Далее начинает работать внутренняя форма слова. Петухов — в ином контексте могло бы звучать нейтрально; здесь же фамилия дана в уменьшительно-ломкой форме — Петушков. Мало этого: несерьезность, легковесность удваивается, возводится в квадрат — франтик Петушков. Заметим: «франт» на страницах романа встречается неоднократно, в разных контекстах; слово не означает геройства, но может приниматься всерьез. «Франтик Петушков» — иронично без всякой пощады. Разрушительную силу иронии довершает эпитет (это уже возведение в куб, только дроби: чем больше умножений, тем меньше фактический результат): «уездный франтик Петушков»… Вот и получилось нечто крикливое и до невзрачности мелкое.

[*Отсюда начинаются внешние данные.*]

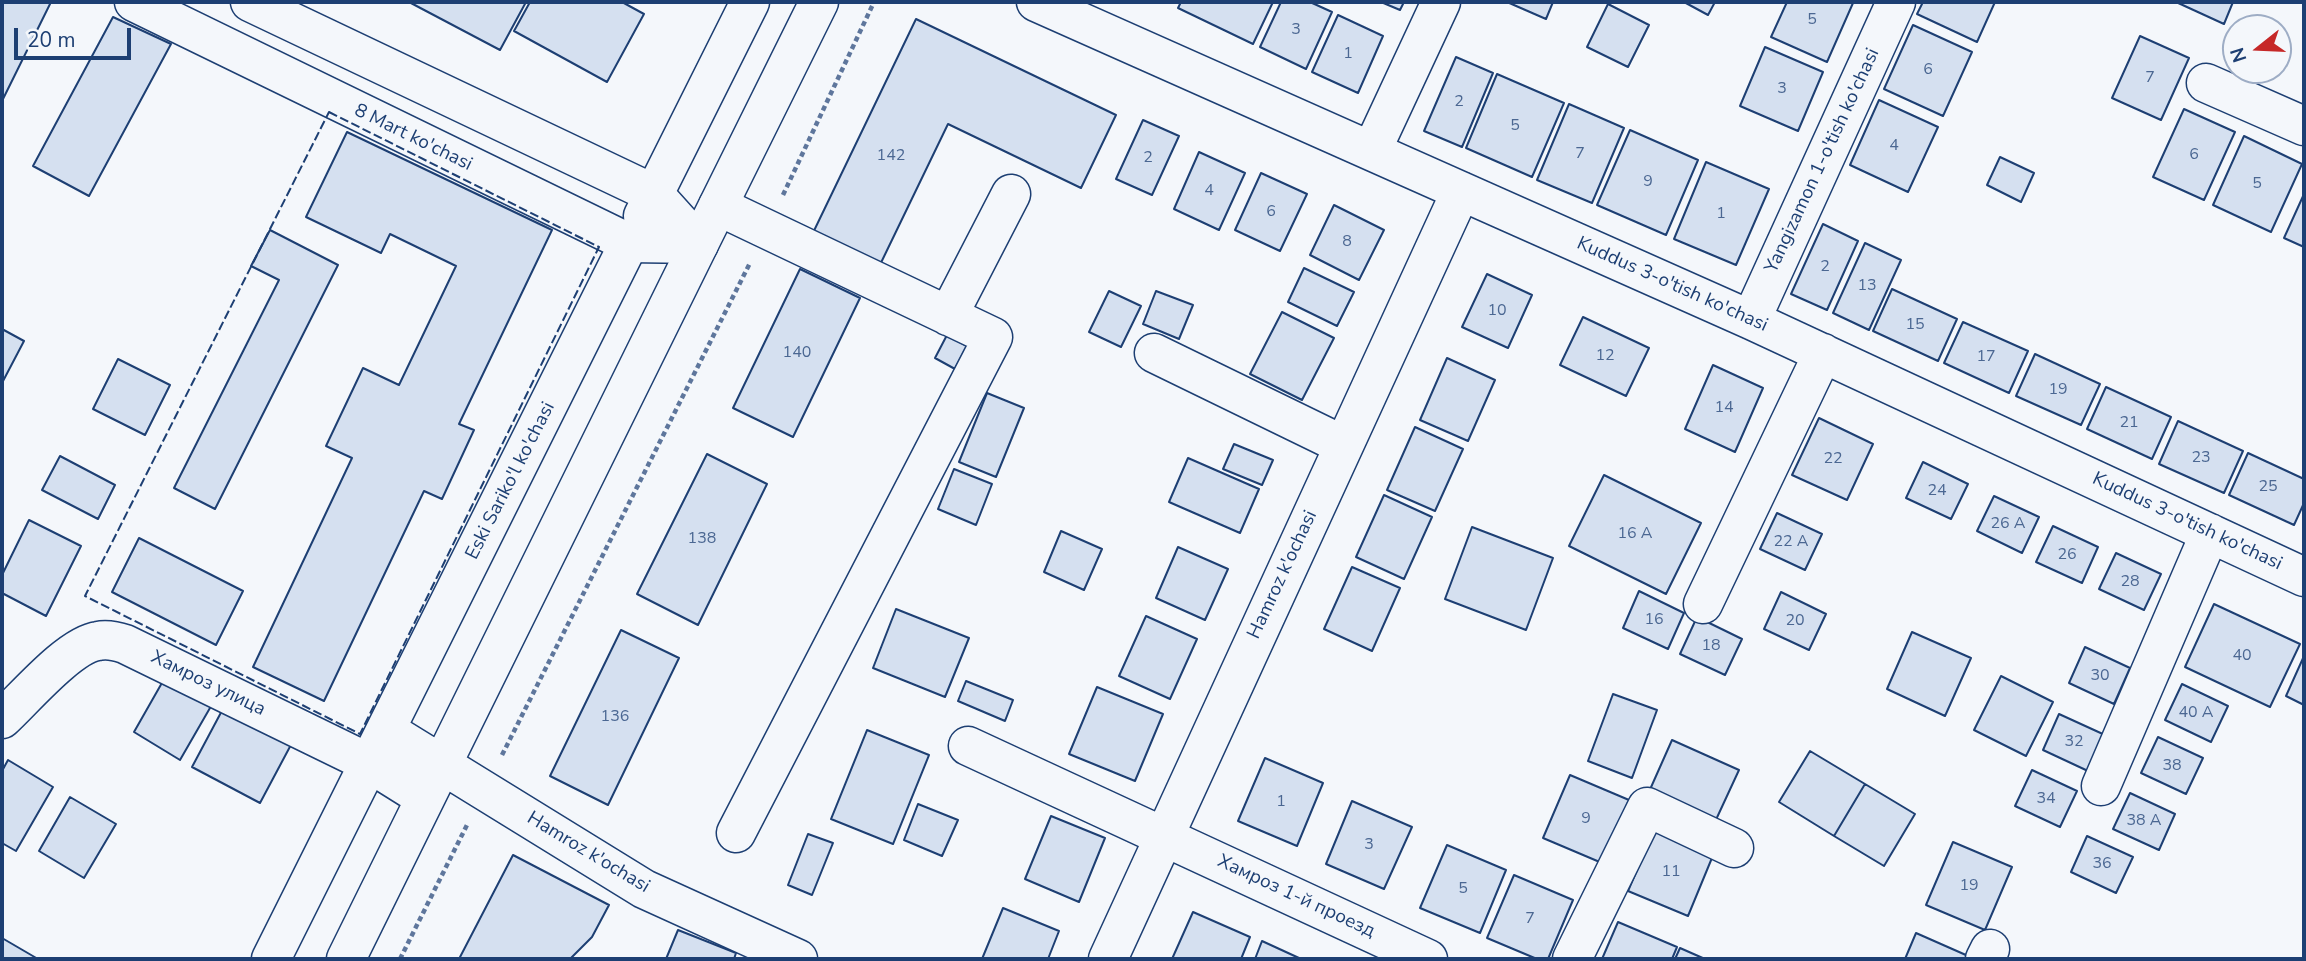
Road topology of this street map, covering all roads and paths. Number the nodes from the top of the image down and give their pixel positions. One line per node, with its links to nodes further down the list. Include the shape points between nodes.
1 (134, 2): 17 (street, 8 Mart ko'chasi)
2 (250, 2): 13 (street)
3 (750, 2): 13 (street, Eski Sariko'l ko'chasi)
4 (819, 2): 15 (street)
5 (874, 2): 16 (path)
6 (1036, 2): 11 (street, Kuddus 3-o'tish ko'chasi)
7 (1441, 2): 11 (street)
8 (1896, 2): 20 (street, Yangizamon 1-o'tish ko'chasi)
9 (2206, 83): 10 (street)
10 (2304, 126)
11 (1372, 150): 12 (street, Kuddus 3-o'tish ko'chasi)
12 (1461, 191): 20 (street, Kuddus 3-o'tish ko'chasi); 23 (street, Hamroz k'ochasi)
13 (653, 194): 17 (street, Eski Sariko'l ko'chasi); 18 (street)
14 (1011, 194): 19 (street)
15 (718, 206): 16 (street); 18 (street)
16 (766, 230): 19 (street); 32 (path)
17 (629, 243): 18 (street, 8 Mart ko'chasi); 28 (street, Eski Sariko'l ko'chasi)
18 (699, 244): 30 (street)
19 (948, 316): 34 (street, via 993,337)
20 (1751, 320): 22 (street, Kuddus 3-o'tish ko'chasi)
21 (1154, 353): 23 (street)
22 (1823, 353): 24 (street, Kuddus 3-o'tish ko'chasi); 26 (street)
23 (1343, 445): 35 (street, Hamroz k'ochasi)
24 (2210, 533): 25 (street, Kuddus 3-o'tish ko'chasi); 31 (street)
25 (2304, 577)
26 (1703, 604)
27 (2, 719): 28 (street, Хамроз улица, via 76,650 111,640)
28 (378, 746): 30 (street, Hamroz k'ochasi); 33 (street, Хамроз улица); 37 (street, Eski Sariko'l ko'chasi)
29 (968, 746): 35 (street, Хамроз 1-й проезд)
30 (442, 764): 32 (street, Hamroz k'ochasi); 33 (street)
31 (2101, 786)
32 (484, 791): 39 (path); 40 (street, Hamroz k'ochasi, via 644,888)
33 (425, 798): 38 (street)
34 (736, 833)
35 (1164, 835): 41 (street, Hamroz k'ochasi); 42 (street, Хамроз 1-й проезд)
36 (1734, 848): 43 (street, via 1647,807)
37 (271, 959)
38 (346, 959)
39 (400, 959)
40 (798, 959)
41 (1108, 959)
42 (1428, 959)
43 (1572, 959)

А потом будет «отставной советник Флянов, / Тяжелый сплетник, старый плут, / Обжора, взяточник и шут». «Тяжелый сплетник», вынесенный в конец строфы, обставлен наиболее «тяжелым» частоколом слов-бичей.

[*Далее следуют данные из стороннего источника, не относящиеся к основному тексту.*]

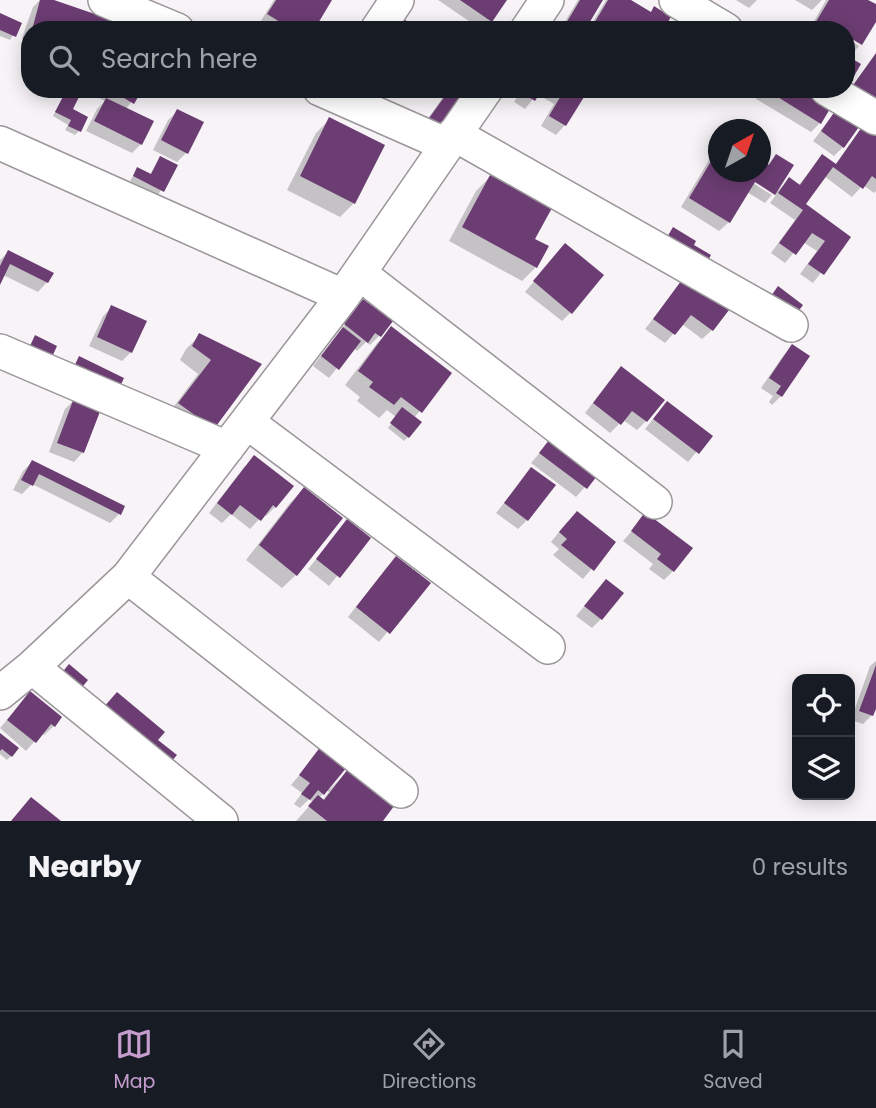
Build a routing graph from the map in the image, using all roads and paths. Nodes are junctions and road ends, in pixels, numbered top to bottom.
1 (105, 0) edge
2 (397, 0) edge
3 (547, 0) edge
4 (676, 0) edge
5 (155, 21) edge
6 (383, 21) edge
7 (533, 21) edge
8 (711, 21) edge
9 (348, 98) edge
10 (479, 98) edge
11 (842, 98) edge
12 (876, 118) edge
13 (451, 140) junction
14 (0, 143) edge
15 (351, 284) junction
16 (791, 325) dead end
17 (0, 351) edge
18 (247, 422) junction
19 (227, 448) junction
20 (656, 502) dead end
21 (128, 577) junction
22 (548, 647) dead end
23 (32, 667) junction
24 (0, 693) edge
25 (401, 791) dead end
26 (221, 821) edge

1 - 5 street
2 - 6 street
3 - 7 street
4 - 8 street
9 - 13 street
10 - 13 street
11 - 12 street
13 - 15 street
13 - 16 street
14 - 15 street
15 - 18 street
15 - 20 street
17 - 19 street
18 - 19 street
18 - 22 street
19 - 21 street
21 - 23 street
21 - 25 street
23 - 24 street
23 - 26 street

Мозаичный портрет уездного сборища интересен и тем, что он подвижный и разъемный: его детали могут меняться местами, принимая иную конфигурацию и приобретая некоторые новые оттенки.
Вот живописная картинка, когда после утомительного бала гости приспосабливаются на ночлег:
Не все удостоились чести вторичного упоминания; Гвоздин, Буянов, Петушков «раздеты», т. е. лишены индивидуальных признаков. Поэт на сей раз более лаконичен, зато сохраненные детали ничуть не менее красноречивы. «Толстый» Пустяков и его «дородная» супруга еще более уравнены эпитетом: «тяжелый» Пустяков и его «тяжелая»… половина. Не совсем здоров Флянов — причину угадать нетрудно: он был представлен — «обжора». Существенная метаморфоза произошла с мосье Трике: он был «в очках и рыжем парике» — теперь «в фуфайке, в старом колпаке». Истинный француз! «Плески, клики» за свою галантность он уже с публики сорвал; «Девицы в комнатах Татьяны / И Ольги все объяты сном», — можно убрать до лучших времен рыжий парик…

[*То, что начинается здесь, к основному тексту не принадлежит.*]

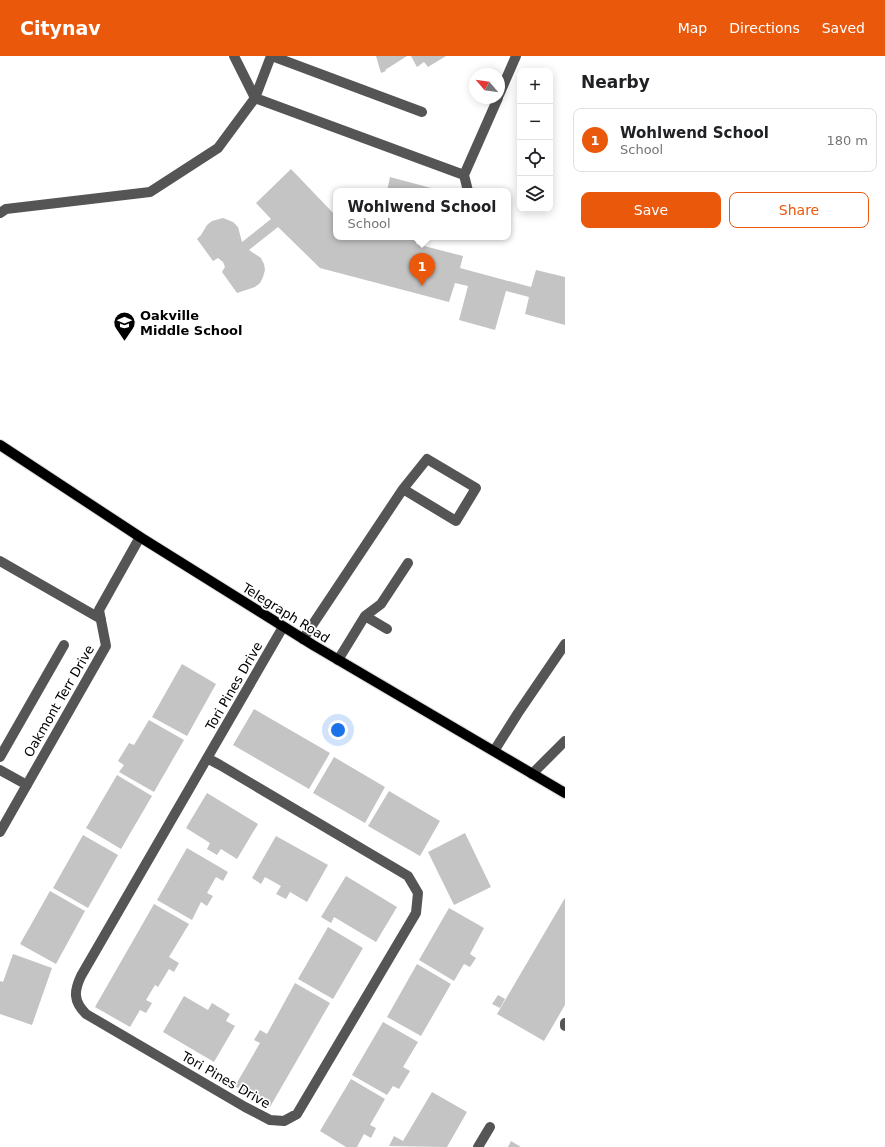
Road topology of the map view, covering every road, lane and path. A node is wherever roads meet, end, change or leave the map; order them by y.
1 (234, 56) edge
2 (271, 56) edge
3 (516, 56) edge
4 (505, 81) edge
5 (255, 98) junction
6 (495, 104) edge
7 (422, 112) dead end
8 (464, 175) junction
9 (467, 188) edge
10 (0, 213) edge
11 (0, 446) edge
12 (403, 489) junction
13 (140, 537) junction
14 (1, 563) edge
15 (408, 563) dead end
16 (365, 616) junction
17 (101, 619) junction
18 (283, 627) junction
19 (387, 629) dead end
20 (303, 639) junction
21 (565, 644) edge
22 (64, 646) dead end
23 (338, 660) junction
24 (565, 741) edge
25 (494, 751) junction
26 (0, 757) edge
27 (207, 758) junction
28 (0, 770) edge
29 (532, 774) junction
30 (27, 785) junction
31 (565, 793) edge
32 (0, 832) edge
33 (565, 1023) edge
34 (565, 1026) edge
35 (490, 1127) dead end
36 (478, 1147) edge

1 - 5 street
2 - 5 street
2 - 7 street
3 - 4 street
5 - 8 street
5 - 10 street
6 - 8 street
8 - 9 street
11 - 13 main road, Telegraph Road
12 - 12 street
12 - 20 street
13 - 17 street, Oakmont Terr Drive
13 - 18 main road, Telegraph Road
14 - 17 street
15 - 16 street
16 - 19 street
16 - 23 street
17 - 30 street, Oakmont Terr Drive
18 - 20 main road, Telegraph Road
18 - 27 street, Tori Pines Drive
20 - 23 main road, Telegraph Road
21 - 25 street
22 - 26 street
23 - 25 main road, Telegraph Road
24 - 29 street
25 - 29 main road, Telegraph Road
27 - 27 street, Tori Pines Drive
28 - 30 street
29 - 31 main road, Telegraph Road
30 - 32 street, Oakmont Terr Drive
33 - 34 street
35 - 36 street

Да, знакомые все лица — и немножко не те, та же картина — и немного другая, в ином освещении.
Некоторые участники группового портрета предстают и в промежуточных сценах. Особо хочется обратить внимание на две детали. Уже вычленялся сверкающий перифраз, каким был удостоен Петушков: «Парис окружных городков…» Замечательна сама последовательность и настойчивость принятого художественного изображения. «Уездный франтик» вроде бы впервые приподнят — «Парис». Однако приподнят — и резко опущен, для того и приподнят, чтобы виднее была его незначительность: Парис — «окружных городков». Петушков накрепко взят в кольцо уменьшительных суффиксов и оксюморонов. Из-за легендарного Париса Троянская война произошла; геройство уездного Париса никем не замечено.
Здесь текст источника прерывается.